▶ **Excerpted records**:

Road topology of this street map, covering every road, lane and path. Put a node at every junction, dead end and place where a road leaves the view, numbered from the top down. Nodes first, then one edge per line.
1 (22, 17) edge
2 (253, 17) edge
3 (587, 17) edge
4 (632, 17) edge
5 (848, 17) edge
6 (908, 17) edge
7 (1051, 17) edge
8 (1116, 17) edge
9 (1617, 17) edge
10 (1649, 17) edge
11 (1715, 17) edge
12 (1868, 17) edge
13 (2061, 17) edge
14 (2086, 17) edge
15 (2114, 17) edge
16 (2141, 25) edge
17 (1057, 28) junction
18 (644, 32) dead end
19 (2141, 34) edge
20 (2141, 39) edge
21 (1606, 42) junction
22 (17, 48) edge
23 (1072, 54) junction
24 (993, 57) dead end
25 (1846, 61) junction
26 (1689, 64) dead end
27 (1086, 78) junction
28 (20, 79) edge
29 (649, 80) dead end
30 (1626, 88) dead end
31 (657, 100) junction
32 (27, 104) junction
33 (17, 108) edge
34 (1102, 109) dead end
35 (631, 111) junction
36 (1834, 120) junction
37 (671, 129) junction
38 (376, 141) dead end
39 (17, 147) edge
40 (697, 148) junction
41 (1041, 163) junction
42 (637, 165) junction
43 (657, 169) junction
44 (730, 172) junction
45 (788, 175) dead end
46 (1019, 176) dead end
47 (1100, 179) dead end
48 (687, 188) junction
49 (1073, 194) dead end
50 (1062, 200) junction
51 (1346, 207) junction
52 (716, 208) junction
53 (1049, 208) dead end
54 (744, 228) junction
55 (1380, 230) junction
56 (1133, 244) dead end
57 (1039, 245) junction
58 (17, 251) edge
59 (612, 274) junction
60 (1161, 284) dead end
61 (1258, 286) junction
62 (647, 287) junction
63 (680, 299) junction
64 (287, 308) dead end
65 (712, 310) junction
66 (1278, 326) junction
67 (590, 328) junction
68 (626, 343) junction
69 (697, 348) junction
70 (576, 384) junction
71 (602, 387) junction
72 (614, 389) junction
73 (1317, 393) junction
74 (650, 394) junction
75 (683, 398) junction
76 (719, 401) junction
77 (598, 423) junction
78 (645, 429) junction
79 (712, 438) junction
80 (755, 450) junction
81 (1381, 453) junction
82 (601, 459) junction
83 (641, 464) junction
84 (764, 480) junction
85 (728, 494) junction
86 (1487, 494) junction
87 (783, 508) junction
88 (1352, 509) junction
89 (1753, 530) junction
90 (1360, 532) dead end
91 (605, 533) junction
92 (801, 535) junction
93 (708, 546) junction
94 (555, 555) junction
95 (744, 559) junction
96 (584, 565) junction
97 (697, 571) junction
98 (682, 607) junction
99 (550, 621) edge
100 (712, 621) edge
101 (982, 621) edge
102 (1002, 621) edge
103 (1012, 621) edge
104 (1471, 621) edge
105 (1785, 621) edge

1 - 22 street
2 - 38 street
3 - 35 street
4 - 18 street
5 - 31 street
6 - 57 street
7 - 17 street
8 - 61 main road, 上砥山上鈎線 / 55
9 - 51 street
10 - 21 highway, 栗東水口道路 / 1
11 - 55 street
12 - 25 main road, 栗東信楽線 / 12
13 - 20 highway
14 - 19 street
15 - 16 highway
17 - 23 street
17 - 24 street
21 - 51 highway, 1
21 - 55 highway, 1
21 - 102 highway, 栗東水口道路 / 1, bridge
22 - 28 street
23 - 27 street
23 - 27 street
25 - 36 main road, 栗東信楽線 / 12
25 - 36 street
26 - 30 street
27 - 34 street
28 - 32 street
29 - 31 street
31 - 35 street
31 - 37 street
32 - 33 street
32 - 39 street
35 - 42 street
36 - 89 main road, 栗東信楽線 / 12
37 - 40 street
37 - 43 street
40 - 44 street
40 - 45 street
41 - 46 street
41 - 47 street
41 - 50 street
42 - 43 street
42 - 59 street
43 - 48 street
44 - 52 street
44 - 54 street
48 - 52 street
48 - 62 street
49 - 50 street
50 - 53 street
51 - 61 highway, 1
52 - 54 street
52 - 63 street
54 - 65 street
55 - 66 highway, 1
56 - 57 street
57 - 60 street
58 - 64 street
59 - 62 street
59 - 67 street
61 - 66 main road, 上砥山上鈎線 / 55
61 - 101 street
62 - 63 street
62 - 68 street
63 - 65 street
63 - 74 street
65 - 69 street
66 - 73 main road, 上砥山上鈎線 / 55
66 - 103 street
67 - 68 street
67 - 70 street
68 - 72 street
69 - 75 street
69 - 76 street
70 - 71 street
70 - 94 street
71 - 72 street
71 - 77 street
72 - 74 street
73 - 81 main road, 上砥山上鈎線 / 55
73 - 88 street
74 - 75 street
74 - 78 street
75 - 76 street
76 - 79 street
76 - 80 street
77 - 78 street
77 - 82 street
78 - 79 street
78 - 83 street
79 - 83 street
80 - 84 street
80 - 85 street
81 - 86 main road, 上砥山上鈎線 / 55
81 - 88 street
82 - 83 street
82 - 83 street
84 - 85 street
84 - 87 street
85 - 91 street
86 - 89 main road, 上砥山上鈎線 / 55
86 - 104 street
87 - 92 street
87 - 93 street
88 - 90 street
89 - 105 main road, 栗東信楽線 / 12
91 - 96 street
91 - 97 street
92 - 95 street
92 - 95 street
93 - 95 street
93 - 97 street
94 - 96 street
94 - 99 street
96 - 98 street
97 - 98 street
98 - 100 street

▶ **Exercise**:
The entries above must be repeated word for word.

▶ **Reply**:
Road topology of this street map, covering every road, lane and path. Put a node at every junction, dead end and place where a road leaves the view, numbered from the top down. Nodes first, then one edge per line.
1 (22, 17) edge
2 (253, 17) edge
3 (587, 17) edge
4 (632, 17) edge
5 (848, 17) edge
6 (908, 17) edge
7 (1051, 17) edge
8 (1116, 17) edge
9 (1617, 17) edge
10 (1649, 17) edge
11 (1715, 17) edge
12 (1868, 17) edge
13 (2061, 17) edge
14 (2086, 17) edge
15 (2114, 17) edge
16 (2141, 25) edge
17 (1057, 28) junction
18 (644, 32) dead end
19 (2141, 34) edge
20 (2141, 39) edge
21 (1606, 42) junction
22 (17, 48) edge
23 (1072, 54) junction
24 (993, 57) dead end
25 (1846, 61) junction
26 (1689, 64) dead end
27 (1086, 78) junction
28 (20, 79) edge
29 (649, 80) dead end
30 (1626, 88) dead end
31 (657, 100) junction
32 (27, 104) junction
33 (17, 108) edge
34 (1102, 109) dead end
35 (631, 111) junction
36 (1834, 120) junction
37 (671, 129) junction
38 (376, 141) dead end
39 (17, 147) edge
40 (697, 148) junction
41 (1041, 163) junction
42 (637, 165) junction
43 (657, 169) junction
44 (730, 172) junction
45 (788, 175) dead end
46 (1019, 176) dead end
47 (1100, 179) dead end
48 (687, 188) junction
49 (1073, 194) dead end
50 (1062, 200) junction
51 (1346, 207) junction
52 (716, 208) junction
53 (1049, 208) dead end
54 (744, 228) junction
55 (1380, 230) junction
56 (1133, 244) dead end
57 (1039, 245) junction
58 (17, 251) edge
59 (612, 274) junction
60 (1161, 284) dead end
61 (1258, 286) junction
62 (647, 287) junction
63 (680, 299) junction
64 (287, 308) dead end
65 (712, 310) junction
66 (1278, 326) junction
67 (590, 328) junction
68 (626, 343) junction
69 (697, 348) junction
70 (576, 384) junction
71 (602, 387) junction
72 (614, 389) junction
73 (1317, 393) junction
74 (650, 394) junction
75 (683, 398) junction
76 (719, 401) junction
77 (598, 423) junction
78 (645, 429) junction
79 (712, 438) junction
80 (755, 450) junction
81 (1381, 453) junction
82 (601, 459) junction
83 (641, 464) junction
84 (764, 480) junction
85 (728, 494) junction
86 (1487, 494) junction
87 (783, 508) junction
88 (1352, 509) junction
89 (1753, 530) junction
90 (1360, 532) dead end
91 (605, 533) junction
92 (801, 535) junction
93 (708, 546) junction
94 (555, 555) junction
95 (744, 559) junction
96 (584, 565) junction
97 (697, 571) junction
98 (682, 607) junction
99 (550, 621) edge
100 (712, 621) edge
101 (982, 621) edge
102 (1002, 621) edge
103 (1012, 621) edge
104 (1471, 621) edge
105 (1785, 621) edge

1 - 22 street
2 - 38 street
3 - 35 street
4 - 18 street
5 - 31 street
6 - 57 street
7 - 17 street
8 - 61 main road, 上砥山上鈎線 / 55
9 - 51 street
10 - 21 highway, 栗東水口道路 / 1
11 - 55 street
12 - 25 main road, 栗東信楽線 / 12
13 - 20 highway
14 - 19 street
15 - 16 highway
17 - 23 street
17 - 24 street
21 - 51 highway, 1
21 - 55 highway, 1
21 - 102 highway, 栗東水口道路 / 1, bridge
22 - 28 street
23 - 27 street
23 - 27 street
25 - 36 main road, 栗東信楽線 / 12
25 - 36 street
26 - 30 street
27 - 34 street
28 - 32 street
29 - 31 street
31 - 35 street
31 - 37 street
32 - 33 street
32 - 39 street
35 - 42 street
36 - 89 main road, 栗東信楽線 / 12
37 - 40 street
37 - 43 street
40 - 44 street
40 - 45 street
41 - 46 street
41 - 47 street
41 - 50 street
42 - 43 street
42 - 59 street
43 - 48 street
44 - 52 street
44 - 54 street
48 - 52 street
48 - 62 street
49 - 50 street
50 - 53 street
51 - 61 highway, 1
52 - 54 street
52 - 63 street
54 - 65 street
55 - 66 highway, 1
56 - 57 street
57 - 60 street
58 - 64 street
59 - 62 street
59 - 67 street
61 - 66 main road, 上砥山上鈎線 / 55
61 - 101 street
62 - 63 street
62 - 68 street
63 - 65 street
63 - 74 street
65 - 69 street
66 - 73 main road, 上砥山上鈎線 / 55
66 - 103 street
67 - 68 street
67 - 70 street
68 - 72 street
69 - 75 street
69 - 76 street
70 - 71 street
70 - 94 street
71 - 72 street
71 - 77 street
72 - 74 street
73 - 81 main road, 上砥山上鈎線 / 55
73 - 88 street
74 - 75 street
74 - 78 street
75 - 76 street
76 - 79 street
76 - 80 street
77 - 78 street
77 - 82 street
78 - 79 street
78 - 83 street
79 - 83 street
80 - 84 street
80 - 85 street
81 - 86 main road, 上砥山上鈎線 / 55
81 - 88 street
82 - 83 street
82 - 83 street
84 - 85 street
84 - 87 street
85 - 91 street
86 - 89 main road, 上砥山上鈎線 / 55
86 - 104 street
87 - 92 street
87 - 93 street
88 - 90 street
89 - 105 main road, 栗東信楽線 / 12
91 - 96 street
91 - 97 street
92 - 95 street
92 - 95 street
93 - 95 street
93 - 97 street
94 - 96 street
94 - 99 street
96 - 98 street
97 - 98 street
98 - 100 street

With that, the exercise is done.